Παρουσίαση/Προβολή
Afropolitan Narratives, Histories, Trajectories
(63ΛΕ159) - Mina Karavanta
Περιγραφή Μαθήματος
This course examines decolonial approaches to postcolonial and decolonial writing in the twenty-first century and explores the afropolitan, coolie, and migrant stories and histories whose social, political and aesthetic perspectives interrogate the power relations that inform the connections, reciprocities and associations among the three continents, Africa, Europe and the Americas. We will explore several texts by decolonial and postcolonial thinkers and twenty-first century and will examine a range of topics including migration, African diaspora, belonging, human rights, environment, political and ontological sovereignty and gender inequalities.

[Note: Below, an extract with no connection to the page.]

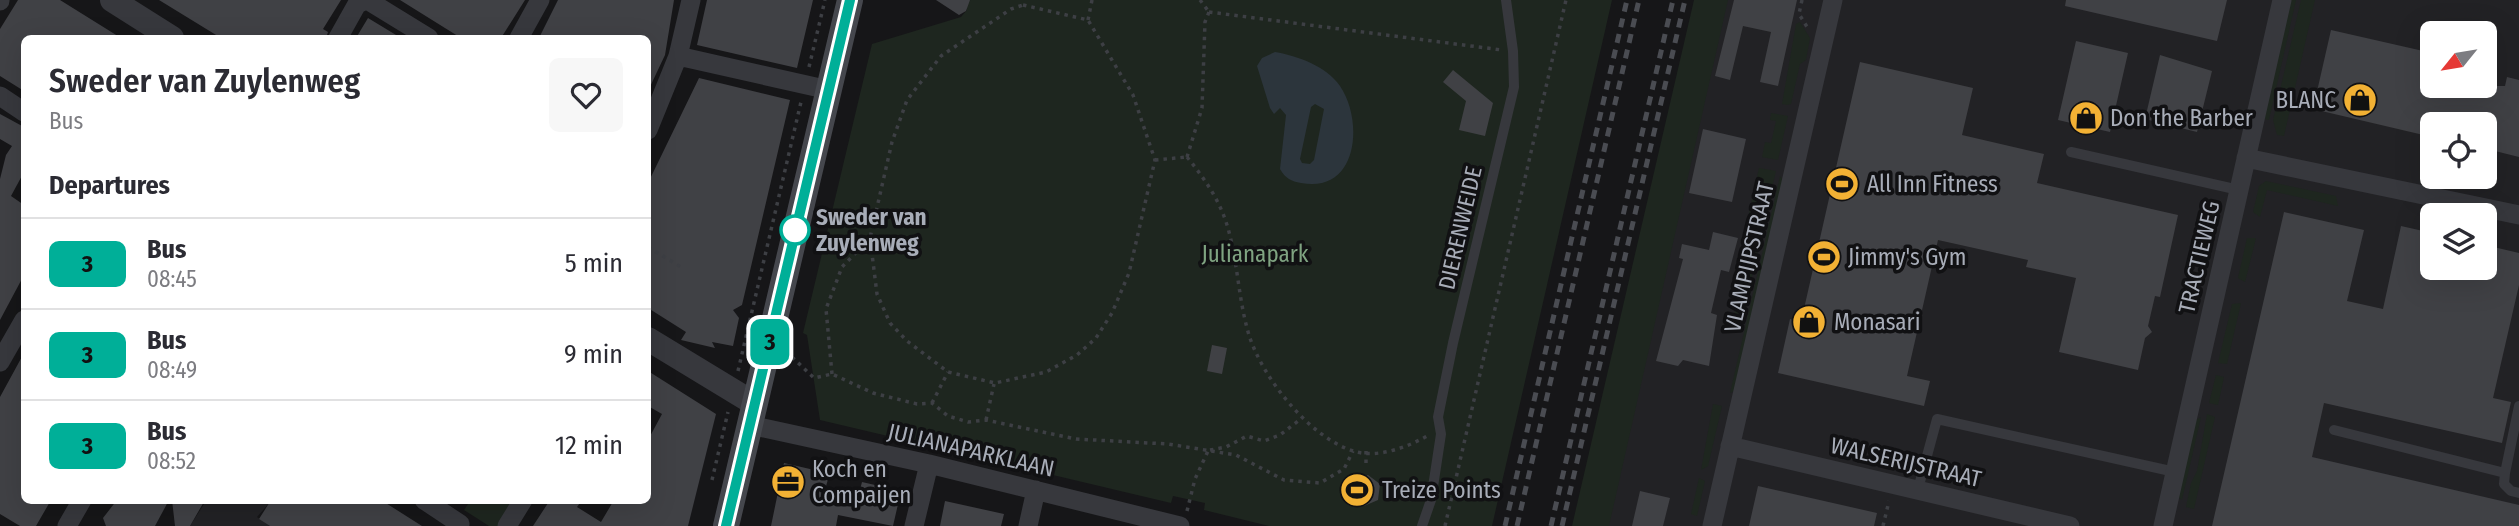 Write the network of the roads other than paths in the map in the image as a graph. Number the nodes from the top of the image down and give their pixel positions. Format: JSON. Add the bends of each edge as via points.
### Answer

Students will be introduced to the relevant theoretical texts that delve into the issues of hospitality, human rights and democratic ethics and examine the growing phenomenon of statelessness in the present. The course also excavates the long durée of racism and nationalism that these texts try to challenge by unpacking the “minor histories” (Chakrabarty) and critiquing the ethnocentric and nationalistic grand narratives. Some of the questions we will be pursuing are: What are the neoliberal pitfalls and blind spots in the humanistic discourses in Europe and elsewhere that attempt to represent “les sans-terre”—the term Bruno Latour uses to refer to the ones “deprived of soil”—and thus democratize academic discourses and practices in and beyond the classroom? Are there forms of cosmopolitanization that the recent histories of dispossession and migration are generating and how can we critically attend to them in order to democratize the concepts of polity, citizen, and the human?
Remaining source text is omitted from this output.